Дагестанцы громко хохочут, схватившись за животы.

— Забрали у сосунка всю пиццу, ну, кроме той, что с анчоусами. А то хрен знает, что за анчоус такой, а у меня желудок деликатный.

Достает пачку сигарет и постукивает по ладони.

— Это называется пищевая цепочка, — зажигает сигарету.

Машет спичкой и бросает на пол.

— И все уважают эту цепочку. Так работает бизнес, так работает жизнь. Крупный плавает над мелким и поедает его.

Курит.

— Доставщик пиццы, — опускает ладонь к бедру, — находится здесь.

Кивает в сторону Насти.

— Вон та симпатяга, — перемещает руку на уровень пояса, — вот тут она.

Усмехается. Поправляет толстый кожаный ремень.

— А ты со своим баром чуть выше, вот где-то здесь, ясно? А все, кто над тобой — тебе не обязательно видеть, но полагается уважать.

Подходит к висящей на стене картине. Разглядывает. Берется мохнатой рукой и снимает со стены.

Сжимаю челюсть, все мышцы напряглись.

Бородач пускает дым на картину. Вертит в руках, разглядывая так и сяк, под разными углами.

— Какая экспрессия! — меняет он тон. — А образ женщины, мм, такой манящий и опасный. И окровавленный нож — великолепно!

Сижу, не сводя с хищника глаз. Какой к лешему нож, думаю. В самом деле, придурку везде ножи чудятся.

Дагестанец поворачивается, и наши взгляды скрещиваются как сабли.
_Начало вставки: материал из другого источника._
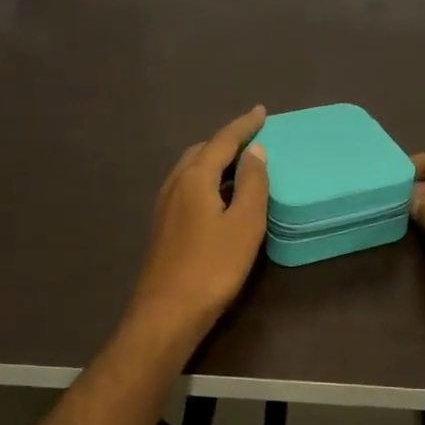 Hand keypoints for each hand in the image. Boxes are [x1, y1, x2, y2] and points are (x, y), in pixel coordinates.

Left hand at [125, 106, 269, 344]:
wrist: (167, 313)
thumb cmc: (212, 267)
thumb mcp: (244, 224)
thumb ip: (252, 184)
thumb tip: (255, 151)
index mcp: (194, 178)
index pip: (222, 141)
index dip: (243, 126)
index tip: (261, 112)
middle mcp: (174, 184)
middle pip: (201, 151)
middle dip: (226, 141)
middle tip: (252, 138)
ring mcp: (164, 206)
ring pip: (190, 169)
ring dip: (214, 160)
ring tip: (238, 164)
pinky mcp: (163, 226)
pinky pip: (186, 187)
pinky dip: (205, 179)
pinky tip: (216, 196) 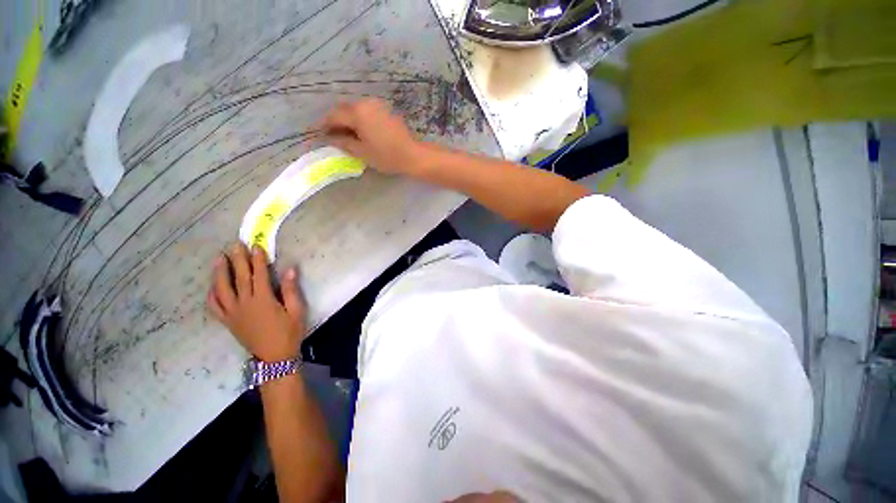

— Да ладно! — восклицает он. — Твое творчество? Ха, да ты — Ван Гог. Серьезно! Я ведь это, в Эрмитаж частенько хожу. Вдохновляет меня перед боем. Хороший музей, отличное собрание Рембрандта… А ты знал, что сотни кошек живут там, охраняя картины от мышей? Ненавижу мерзких кошек! Но без них искусство испытало бы кризис.

Стряхивает сигаретный пепел.

— Рембрандт, и вообще голландцы, слишком мрачные. А французы какие-то ванильные — педики все. Но твоя работа прям по мне. Здесь есть вкус, глубина, интрига…

Затягивается с задумчивым видом, но резко выплевывает дым:

— Слушай, я возьму твой шедевр на время.

— Исключено, — говорю сквозь зубы.

— Ладно…

Вешает картину на место.

— Честно скажу тебе, Ван Гог, мне нравится твой стиль.

Подходит к столику и отдирает торчащий нож.

Напрягаюсь.

— Потому я все время был так мягок с тобой, врубаешь?

Встает позади. Массажирует мерзкой лапой мое плечо, больно мнет крысиными пальцами.

Склоняется к уху:

— Но ты в этих джунглях сам за себя. У тебя нет ни братьев, ни крыши. Ты — маленький и пушистый. И ты у нас в долгу. Потому сам рассуди, трезво оцени реалии.

Хватает за волосы, задрав мою голову. Холодная сталь упирается в кадык. Не глотнуть — во рту копится ртуть с горечью сгоревших семечек.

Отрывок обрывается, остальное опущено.